- [Stored dataset items]:

· · · · ·

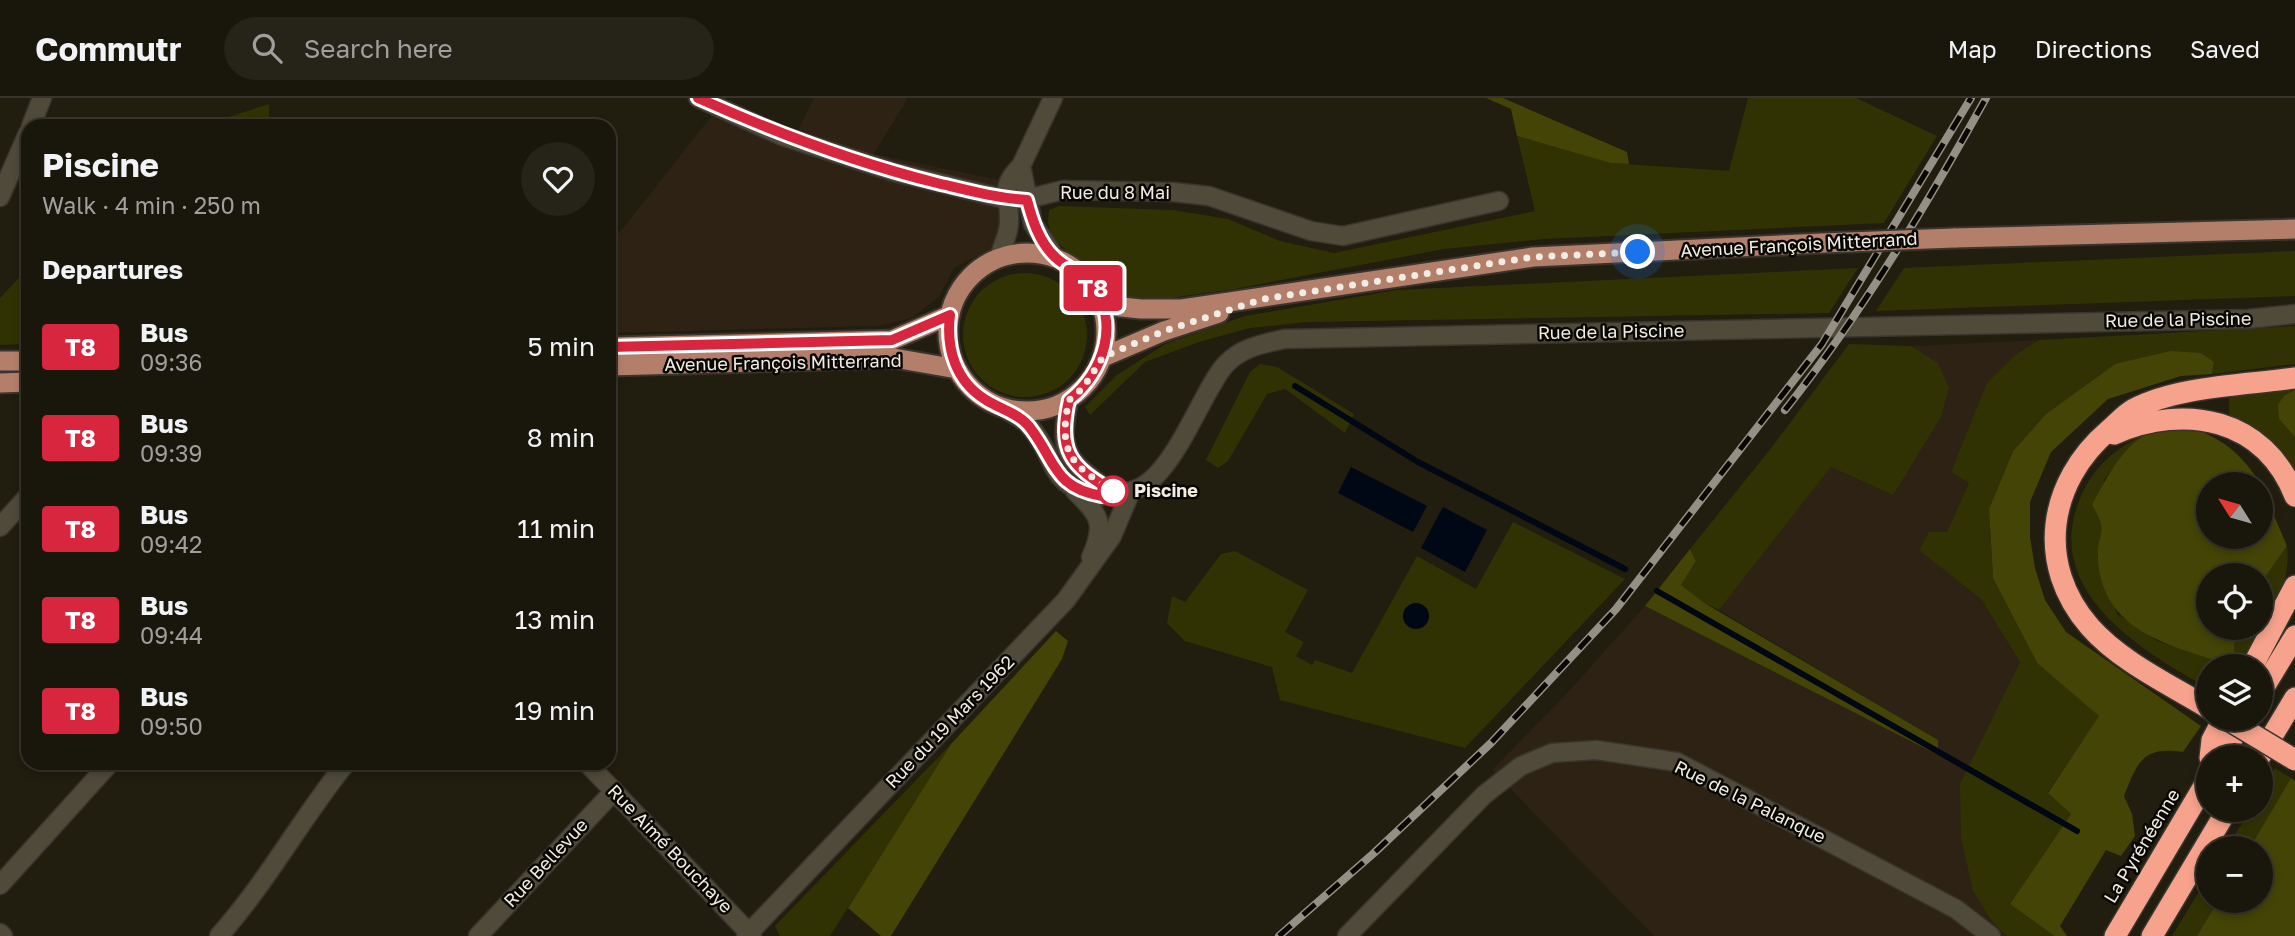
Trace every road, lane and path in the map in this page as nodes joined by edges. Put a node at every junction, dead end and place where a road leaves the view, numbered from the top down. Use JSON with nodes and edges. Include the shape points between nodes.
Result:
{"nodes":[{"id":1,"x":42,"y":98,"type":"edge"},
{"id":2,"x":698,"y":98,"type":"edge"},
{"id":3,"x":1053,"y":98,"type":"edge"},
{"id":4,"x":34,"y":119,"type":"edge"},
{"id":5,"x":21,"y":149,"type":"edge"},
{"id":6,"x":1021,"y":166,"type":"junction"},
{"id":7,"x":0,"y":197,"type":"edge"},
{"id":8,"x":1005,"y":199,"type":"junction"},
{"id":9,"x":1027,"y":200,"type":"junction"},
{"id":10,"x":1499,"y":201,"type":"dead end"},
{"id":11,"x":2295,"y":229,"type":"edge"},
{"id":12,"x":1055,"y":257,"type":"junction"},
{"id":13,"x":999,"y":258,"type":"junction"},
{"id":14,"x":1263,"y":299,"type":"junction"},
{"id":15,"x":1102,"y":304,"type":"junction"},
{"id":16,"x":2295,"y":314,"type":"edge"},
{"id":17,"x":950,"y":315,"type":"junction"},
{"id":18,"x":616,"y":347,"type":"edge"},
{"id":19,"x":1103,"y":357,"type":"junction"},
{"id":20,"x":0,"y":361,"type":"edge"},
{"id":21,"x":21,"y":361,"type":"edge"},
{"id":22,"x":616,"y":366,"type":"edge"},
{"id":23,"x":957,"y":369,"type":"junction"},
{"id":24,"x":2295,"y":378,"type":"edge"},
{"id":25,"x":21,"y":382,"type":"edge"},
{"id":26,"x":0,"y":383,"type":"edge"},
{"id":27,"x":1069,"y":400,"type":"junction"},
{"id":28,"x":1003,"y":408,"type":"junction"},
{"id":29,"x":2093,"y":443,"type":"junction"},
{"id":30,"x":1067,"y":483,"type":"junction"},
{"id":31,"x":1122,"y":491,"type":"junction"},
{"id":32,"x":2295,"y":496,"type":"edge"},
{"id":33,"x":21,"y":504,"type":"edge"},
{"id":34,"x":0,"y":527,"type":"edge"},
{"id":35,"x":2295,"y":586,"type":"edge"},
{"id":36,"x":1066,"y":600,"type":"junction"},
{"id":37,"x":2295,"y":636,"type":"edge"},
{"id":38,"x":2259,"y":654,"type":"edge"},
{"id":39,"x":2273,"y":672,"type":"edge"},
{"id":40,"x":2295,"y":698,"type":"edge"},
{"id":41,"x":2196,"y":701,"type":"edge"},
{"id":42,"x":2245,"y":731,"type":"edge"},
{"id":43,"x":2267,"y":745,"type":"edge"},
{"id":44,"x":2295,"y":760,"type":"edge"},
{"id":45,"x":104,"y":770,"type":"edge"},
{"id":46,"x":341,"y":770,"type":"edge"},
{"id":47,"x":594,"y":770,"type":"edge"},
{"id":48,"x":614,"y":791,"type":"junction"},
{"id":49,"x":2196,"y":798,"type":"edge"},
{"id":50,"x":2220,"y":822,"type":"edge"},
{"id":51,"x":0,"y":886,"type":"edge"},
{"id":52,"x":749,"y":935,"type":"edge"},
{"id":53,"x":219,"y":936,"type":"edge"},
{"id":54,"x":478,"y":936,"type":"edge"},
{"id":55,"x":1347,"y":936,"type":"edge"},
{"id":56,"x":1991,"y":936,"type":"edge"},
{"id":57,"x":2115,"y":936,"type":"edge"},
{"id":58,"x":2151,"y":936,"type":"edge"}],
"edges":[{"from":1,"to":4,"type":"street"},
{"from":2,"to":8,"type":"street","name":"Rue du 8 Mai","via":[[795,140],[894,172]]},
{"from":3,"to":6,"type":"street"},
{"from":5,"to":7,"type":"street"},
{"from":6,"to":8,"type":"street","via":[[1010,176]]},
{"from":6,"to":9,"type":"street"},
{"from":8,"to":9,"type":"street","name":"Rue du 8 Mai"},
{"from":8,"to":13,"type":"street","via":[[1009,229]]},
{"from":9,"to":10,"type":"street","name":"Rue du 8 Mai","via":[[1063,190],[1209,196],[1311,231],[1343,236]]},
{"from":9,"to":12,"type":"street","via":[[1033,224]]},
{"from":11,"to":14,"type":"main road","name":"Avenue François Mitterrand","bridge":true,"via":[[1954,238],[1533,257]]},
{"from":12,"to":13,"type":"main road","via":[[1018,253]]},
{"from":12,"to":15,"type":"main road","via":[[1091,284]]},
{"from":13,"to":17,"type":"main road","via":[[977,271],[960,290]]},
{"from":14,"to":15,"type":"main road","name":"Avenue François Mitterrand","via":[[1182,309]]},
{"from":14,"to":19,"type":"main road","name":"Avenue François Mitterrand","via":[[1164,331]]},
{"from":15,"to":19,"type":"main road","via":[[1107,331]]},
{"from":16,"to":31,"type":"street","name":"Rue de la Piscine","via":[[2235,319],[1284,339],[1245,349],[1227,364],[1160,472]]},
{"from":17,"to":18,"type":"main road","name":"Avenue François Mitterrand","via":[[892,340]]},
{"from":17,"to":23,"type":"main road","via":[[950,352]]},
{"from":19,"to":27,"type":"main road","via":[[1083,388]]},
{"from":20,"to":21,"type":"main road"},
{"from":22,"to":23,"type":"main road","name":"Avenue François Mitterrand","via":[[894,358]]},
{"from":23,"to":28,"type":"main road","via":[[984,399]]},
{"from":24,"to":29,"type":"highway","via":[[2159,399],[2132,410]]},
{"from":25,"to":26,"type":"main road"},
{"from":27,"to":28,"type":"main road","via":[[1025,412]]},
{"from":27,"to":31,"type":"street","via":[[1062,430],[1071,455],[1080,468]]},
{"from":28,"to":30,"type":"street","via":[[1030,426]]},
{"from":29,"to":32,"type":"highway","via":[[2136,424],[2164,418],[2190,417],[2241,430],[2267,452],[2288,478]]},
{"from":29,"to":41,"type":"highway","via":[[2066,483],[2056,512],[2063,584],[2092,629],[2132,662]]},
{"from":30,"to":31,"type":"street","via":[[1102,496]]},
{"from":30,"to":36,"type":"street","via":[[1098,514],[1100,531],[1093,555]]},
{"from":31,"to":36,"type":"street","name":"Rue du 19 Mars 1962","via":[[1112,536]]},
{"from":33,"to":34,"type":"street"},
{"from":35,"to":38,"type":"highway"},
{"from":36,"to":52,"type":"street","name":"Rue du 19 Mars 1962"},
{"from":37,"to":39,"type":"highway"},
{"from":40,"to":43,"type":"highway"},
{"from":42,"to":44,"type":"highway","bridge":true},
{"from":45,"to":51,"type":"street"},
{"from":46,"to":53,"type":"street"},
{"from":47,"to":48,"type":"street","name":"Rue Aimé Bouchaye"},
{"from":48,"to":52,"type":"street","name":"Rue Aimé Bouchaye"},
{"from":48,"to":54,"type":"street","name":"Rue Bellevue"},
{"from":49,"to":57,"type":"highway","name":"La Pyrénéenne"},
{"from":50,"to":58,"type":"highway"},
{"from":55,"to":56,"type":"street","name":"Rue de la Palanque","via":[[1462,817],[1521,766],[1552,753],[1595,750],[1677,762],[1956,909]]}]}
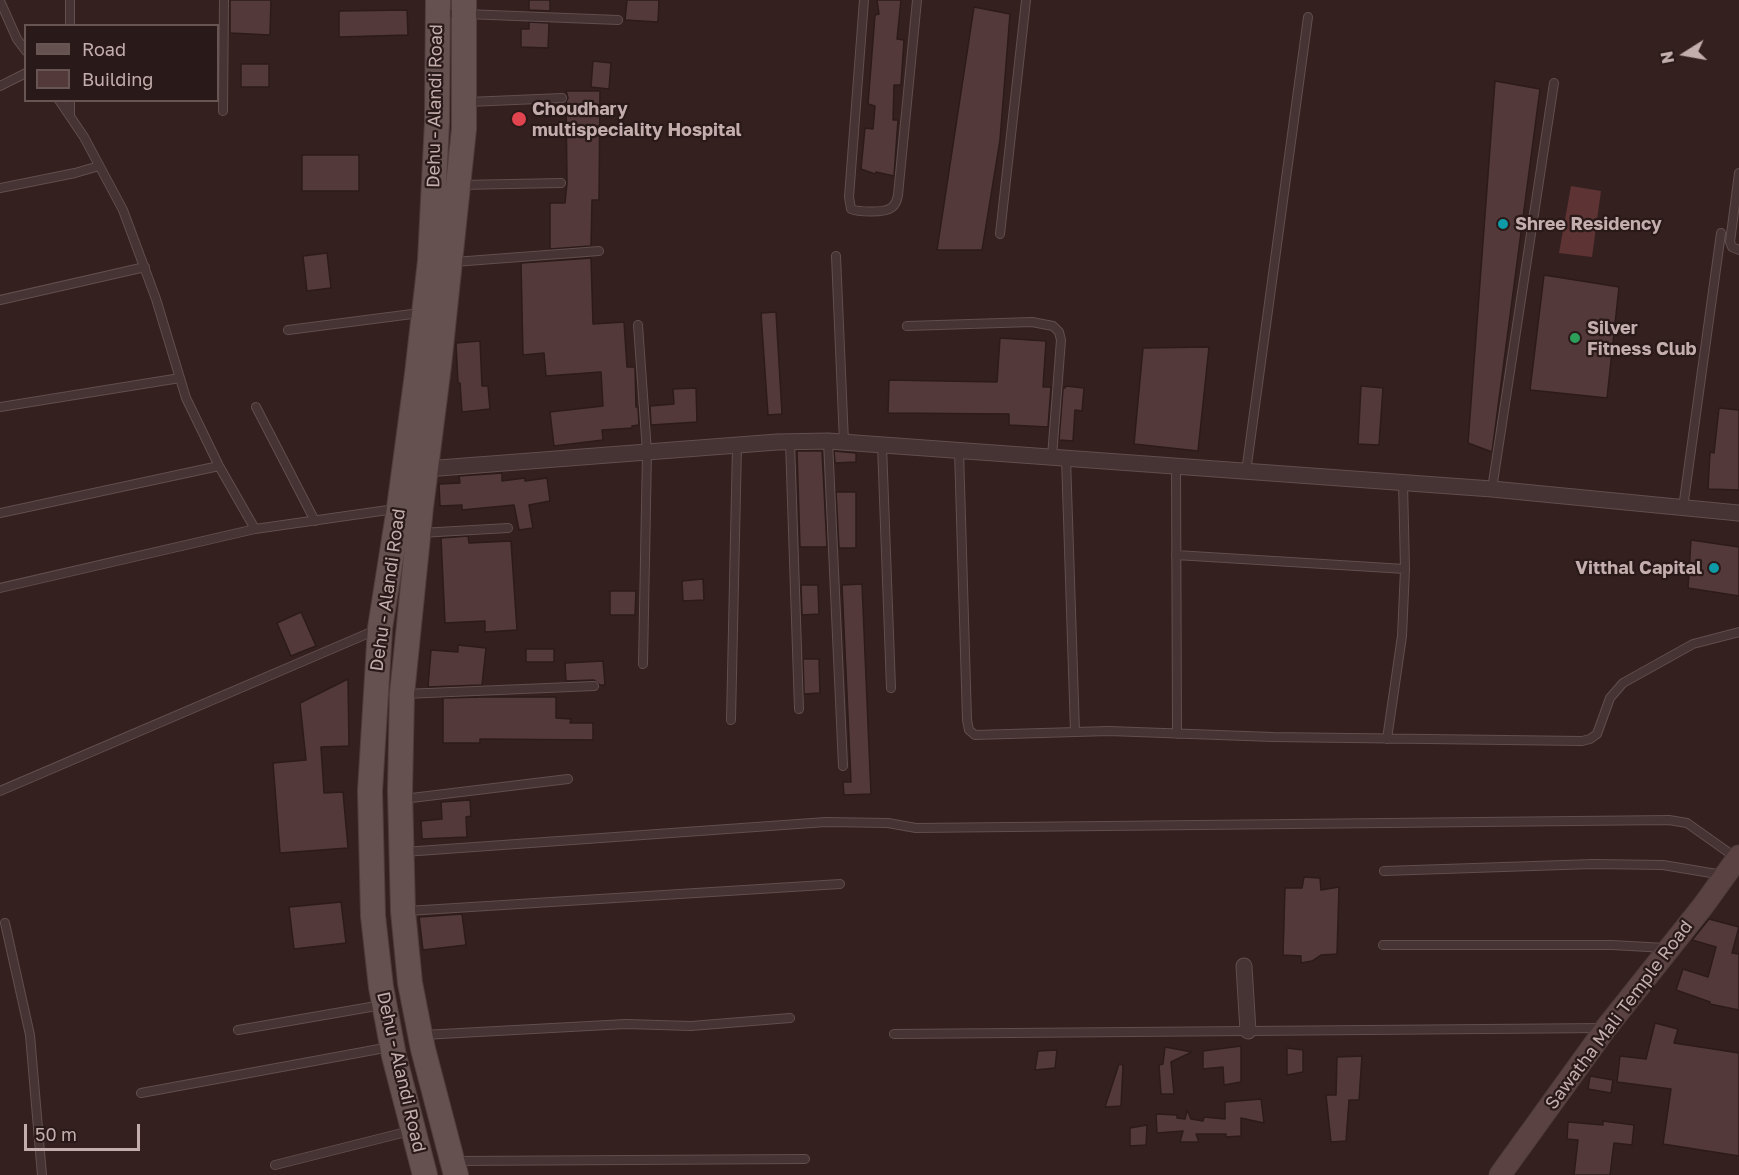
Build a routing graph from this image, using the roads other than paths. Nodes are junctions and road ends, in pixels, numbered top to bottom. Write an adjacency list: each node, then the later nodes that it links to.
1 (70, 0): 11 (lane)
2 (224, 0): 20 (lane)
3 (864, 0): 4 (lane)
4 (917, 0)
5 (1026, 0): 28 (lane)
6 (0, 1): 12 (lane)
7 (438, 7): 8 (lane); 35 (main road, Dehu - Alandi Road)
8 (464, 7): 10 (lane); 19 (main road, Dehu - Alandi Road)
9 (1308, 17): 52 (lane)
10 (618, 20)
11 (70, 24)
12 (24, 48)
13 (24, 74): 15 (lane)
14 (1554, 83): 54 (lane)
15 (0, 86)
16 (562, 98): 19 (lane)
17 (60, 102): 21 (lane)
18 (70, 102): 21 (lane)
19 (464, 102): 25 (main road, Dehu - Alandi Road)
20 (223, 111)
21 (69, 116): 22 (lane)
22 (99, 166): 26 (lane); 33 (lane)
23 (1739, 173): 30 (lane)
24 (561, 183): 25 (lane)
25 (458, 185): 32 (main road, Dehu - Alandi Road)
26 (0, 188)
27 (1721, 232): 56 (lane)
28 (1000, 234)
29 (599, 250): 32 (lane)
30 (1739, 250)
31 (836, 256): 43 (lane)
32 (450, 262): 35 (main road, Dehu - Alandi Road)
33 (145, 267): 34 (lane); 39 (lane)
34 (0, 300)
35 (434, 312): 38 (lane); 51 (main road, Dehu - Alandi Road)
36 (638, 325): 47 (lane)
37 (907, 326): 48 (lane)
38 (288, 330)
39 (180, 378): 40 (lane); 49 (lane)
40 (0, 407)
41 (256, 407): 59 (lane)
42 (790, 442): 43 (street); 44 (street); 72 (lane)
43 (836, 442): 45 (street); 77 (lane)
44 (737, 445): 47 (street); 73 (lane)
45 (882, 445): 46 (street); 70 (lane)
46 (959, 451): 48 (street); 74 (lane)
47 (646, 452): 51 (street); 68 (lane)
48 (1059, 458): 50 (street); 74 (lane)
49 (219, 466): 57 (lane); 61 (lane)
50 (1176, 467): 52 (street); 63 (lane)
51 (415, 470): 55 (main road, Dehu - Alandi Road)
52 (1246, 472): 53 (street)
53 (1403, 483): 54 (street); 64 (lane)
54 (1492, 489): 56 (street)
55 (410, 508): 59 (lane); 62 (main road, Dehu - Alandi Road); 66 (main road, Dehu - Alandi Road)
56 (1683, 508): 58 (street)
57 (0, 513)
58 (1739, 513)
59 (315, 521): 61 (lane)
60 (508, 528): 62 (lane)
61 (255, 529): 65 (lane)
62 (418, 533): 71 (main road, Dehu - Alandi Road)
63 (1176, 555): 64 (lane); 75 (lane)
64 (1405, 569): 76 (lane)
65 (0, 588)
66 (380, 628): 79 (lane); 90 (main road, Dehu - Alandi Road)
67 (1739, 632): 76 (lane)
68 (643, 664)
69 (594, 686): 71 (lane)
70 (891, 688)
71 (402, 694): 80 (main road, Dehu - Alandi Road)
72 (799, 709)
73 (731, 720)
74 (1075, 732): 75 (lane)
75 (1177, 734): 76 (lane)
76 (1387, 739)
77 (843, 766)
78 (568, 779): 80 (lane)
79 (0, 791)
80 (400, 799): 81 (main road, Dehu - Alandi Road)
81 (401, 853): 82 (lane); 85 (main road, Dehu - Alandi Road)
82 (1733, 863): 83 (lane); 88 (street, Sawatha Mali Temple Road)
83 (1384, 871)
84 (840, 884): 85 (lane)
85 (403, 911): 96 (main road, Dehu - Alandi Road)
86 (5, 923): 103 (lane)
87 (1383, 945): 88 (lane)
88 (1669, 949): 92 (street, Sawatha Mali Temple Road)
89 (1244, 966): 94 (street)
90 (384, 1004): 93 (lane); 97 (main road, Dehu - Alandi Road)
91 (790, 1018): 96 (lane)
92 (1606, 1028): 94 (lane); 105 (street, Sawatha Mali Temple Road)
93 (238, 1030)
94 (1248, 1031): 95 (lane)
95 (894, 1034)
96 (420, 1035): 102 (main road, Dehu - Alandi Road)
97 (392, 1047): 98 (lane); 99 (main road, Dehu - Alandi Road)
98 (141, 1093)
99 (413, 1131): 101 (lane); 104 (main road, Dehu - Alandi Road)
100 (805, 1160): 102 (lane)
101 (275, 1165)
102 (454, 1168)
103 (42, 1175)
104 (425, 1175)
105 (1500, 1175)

· · · · ·

- [WHAT THE EXERCISE ASKS]: Of the lines in the data above, some may include the word "Temple"; state how many, with no added words.

- [WRITTEN RESPONSE]: 3